What is the difference between a translator and an interpreter?
A translator and an interpreter both render information from one language into another, but a translator produces text in written form while an interpreter conveys a spoken message. Maris Multilingual offers both translation and interpreting services.

What do you mean by ‘source’ and ‘target’?
Material to be translated is a source text, and it is written in the source language. The source text will be translated into one or more target languages, and these will be the target texts. Read more about translation terminology.

How much does translation cost?
The cost of a translation depends on a combination of factors: the source and target language(s); the subject matter; the file format(s); the project schedule; and the volume of work involved, which is usually calculated on the basis of the number of words in the source text(s).

Which languages do you translate?
We provide translations to and from all major European and Asian languages.

Which file formats can you work with?
We handle translations of documents in most commonly used file formats, including but not limited to DOC, DOCX, XLS, XLSX, PPT, PPTX, RTF, TXT, INX, IDML, PDF, HTM, HTML, XML, CSV, and YML. Read more on this subject in our posts about file formats and translating InDesign files.
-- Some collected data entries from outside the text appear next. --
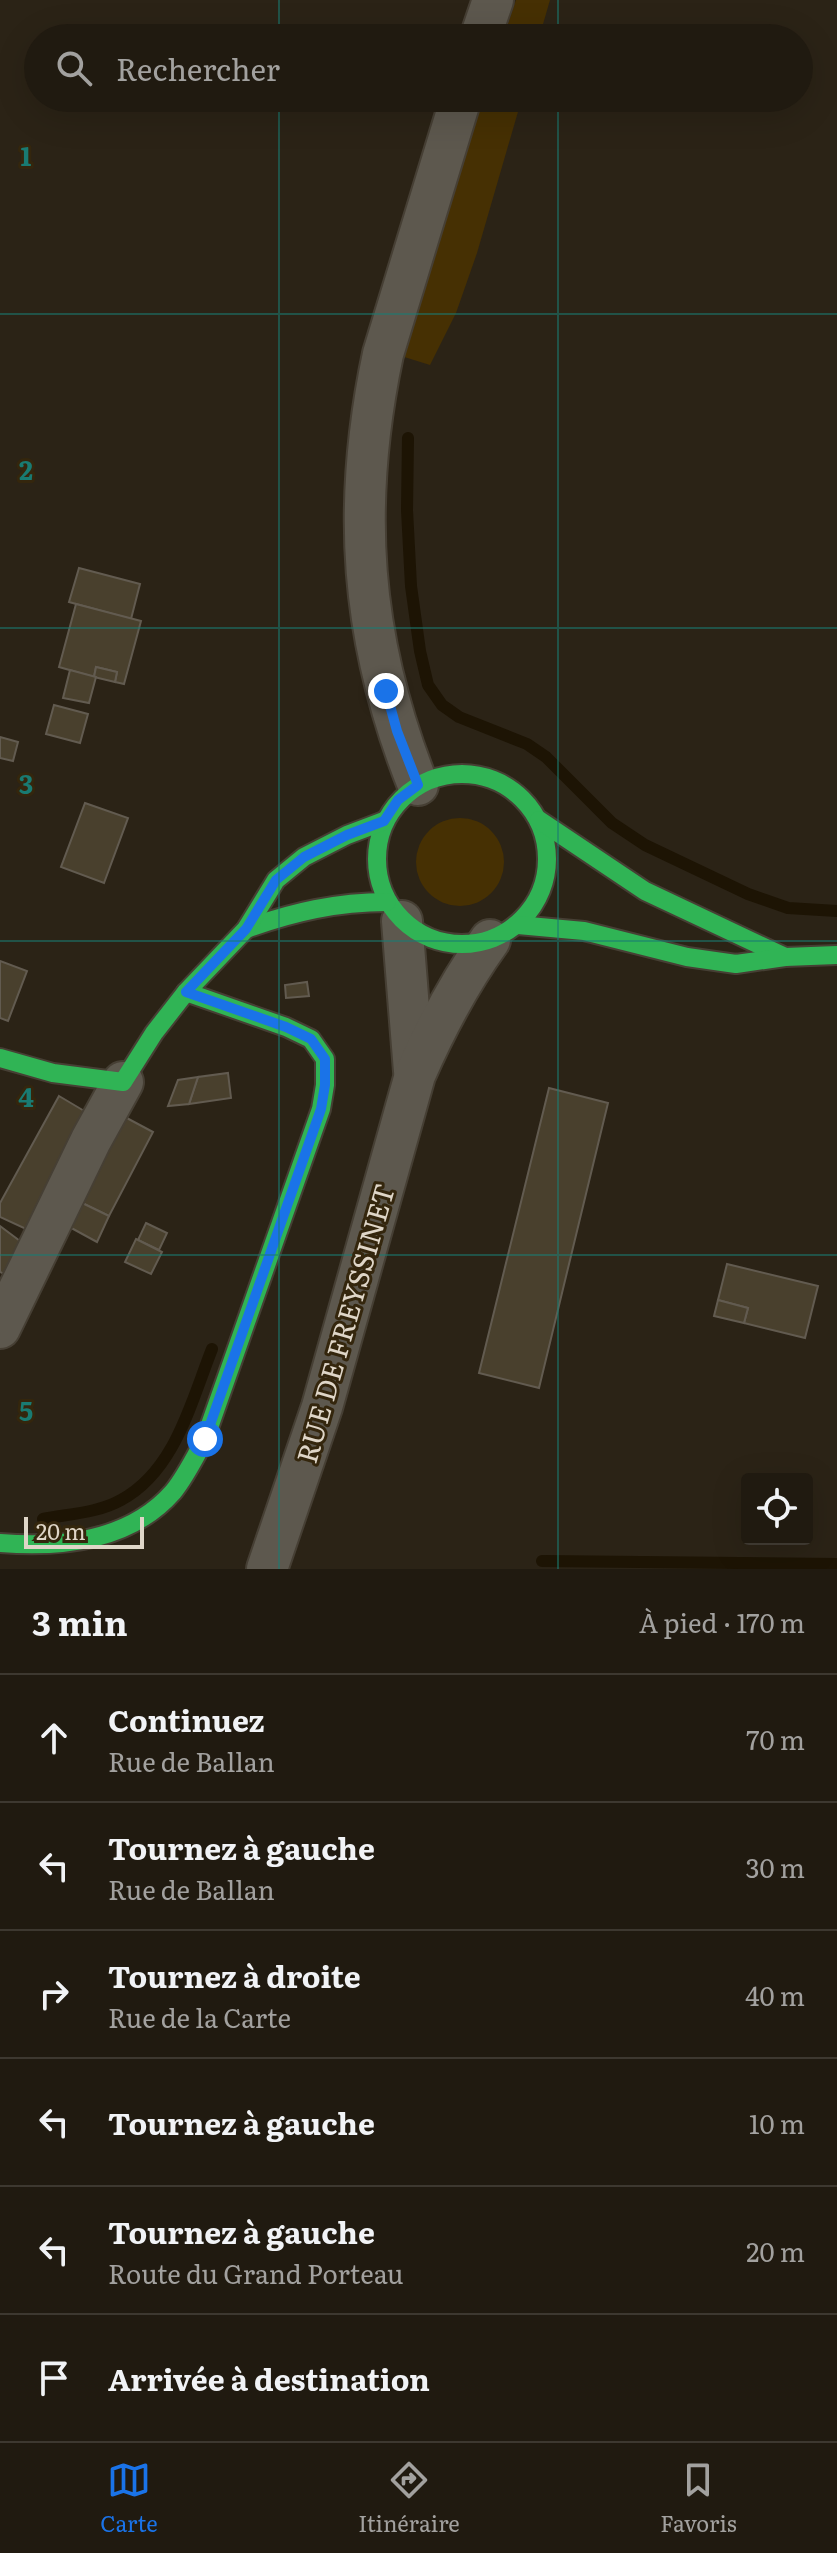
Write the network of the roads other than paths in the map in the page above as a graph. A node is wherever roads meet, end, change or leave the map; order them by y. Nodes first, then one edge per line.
1 (493, 0) edge
2 (485, 24) edge
3 (457, 112) edge
4 (418, 785) junction
5 (539, 820) junction
6 (384, 821) junction
7 (394, 912) junction
8 (246, 929) junction
9 (504, 932) junction
10 (837, 955) edge
11 (785, 957) junction
12 (186, 992) junction
13 (0, 1058) edge
14 (415, 1075) junction
15 (123, 1082) junction
16 (0, 1328) edge
17 (0, 1543) edge
18 (267, 1569) edge

1 - 2 street
3 - 4 street
4 - 5 street
4 - 6 street
5 - 9 street
5 - 11 street
6 - 7 street
6 - 8 street
7 - 8 street
7 - 9 street
7 - 14 street
8 - 12 street
9 - 11 street
9 - 14 street
10 - 11 street
12 - 15 street
12 - 17 street
13 - 15 street
14 - 18 street, RUE DE FREYSSINET
15 - 16 street

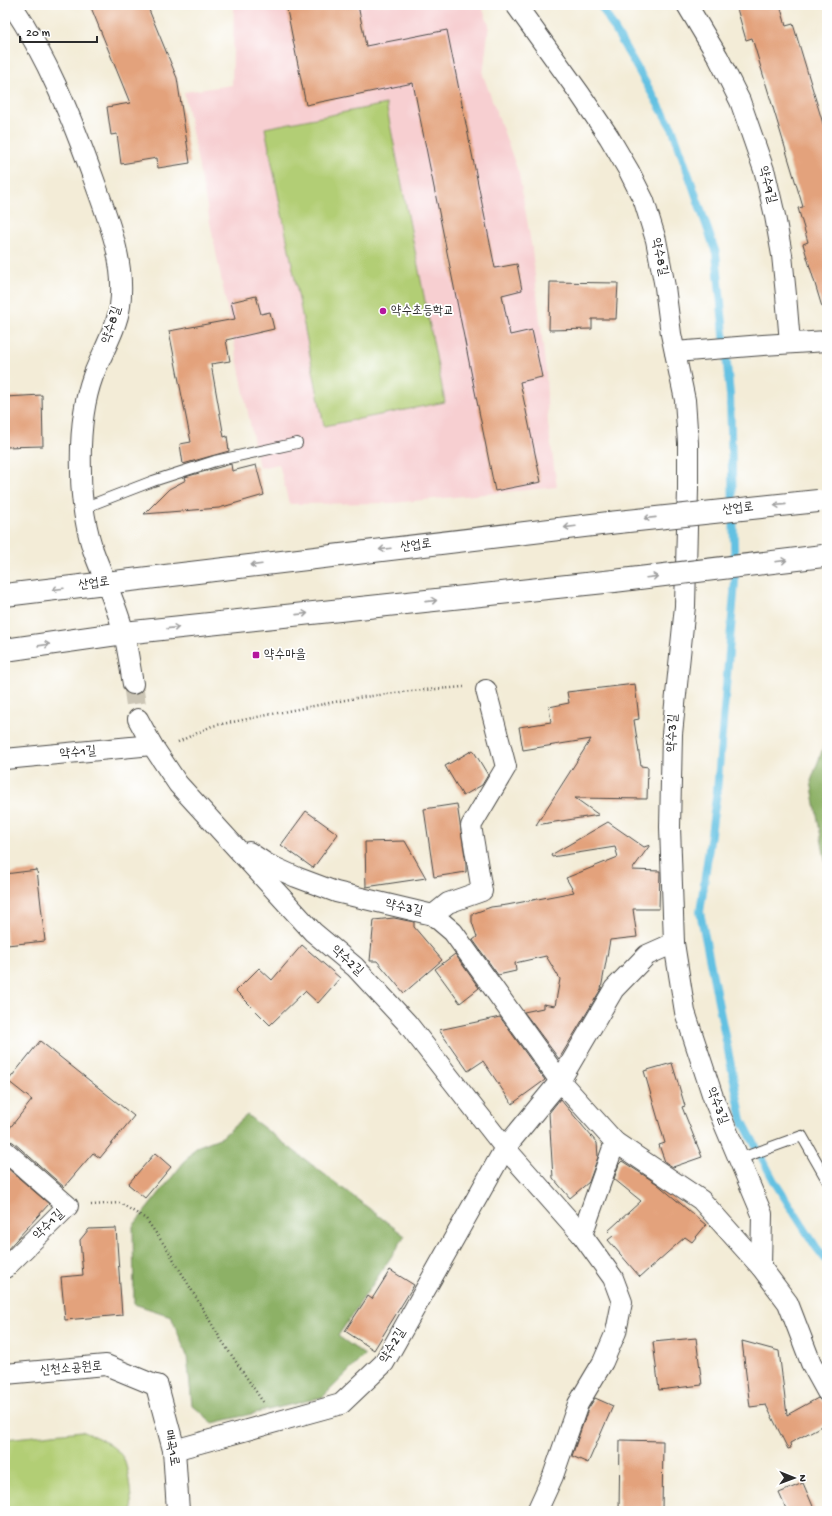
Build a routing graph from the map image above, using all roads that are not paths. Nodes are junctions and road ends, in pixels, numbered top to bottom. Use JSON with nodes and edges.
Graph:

Do you translate websites?
Yes, we localise websites and other online material into other languages. Read more about website localisation.

When should I order ‘transcreation’, rather than just translation?
Transcreation is the process of adapting or localising a text for the intended target market as it is being translated (rather than altering it separately afterwards). Transcreation is used mainly in translation of marketing materials.

What is a certified translation, and when might I need one?
An authorised translation or a translation that has been certified may be required by an official body such as a court of law, embassy, university or government institution, so it is advisable to check these requirements with such institutions in advance. Occasionally, a notarised translation or apostille may be required.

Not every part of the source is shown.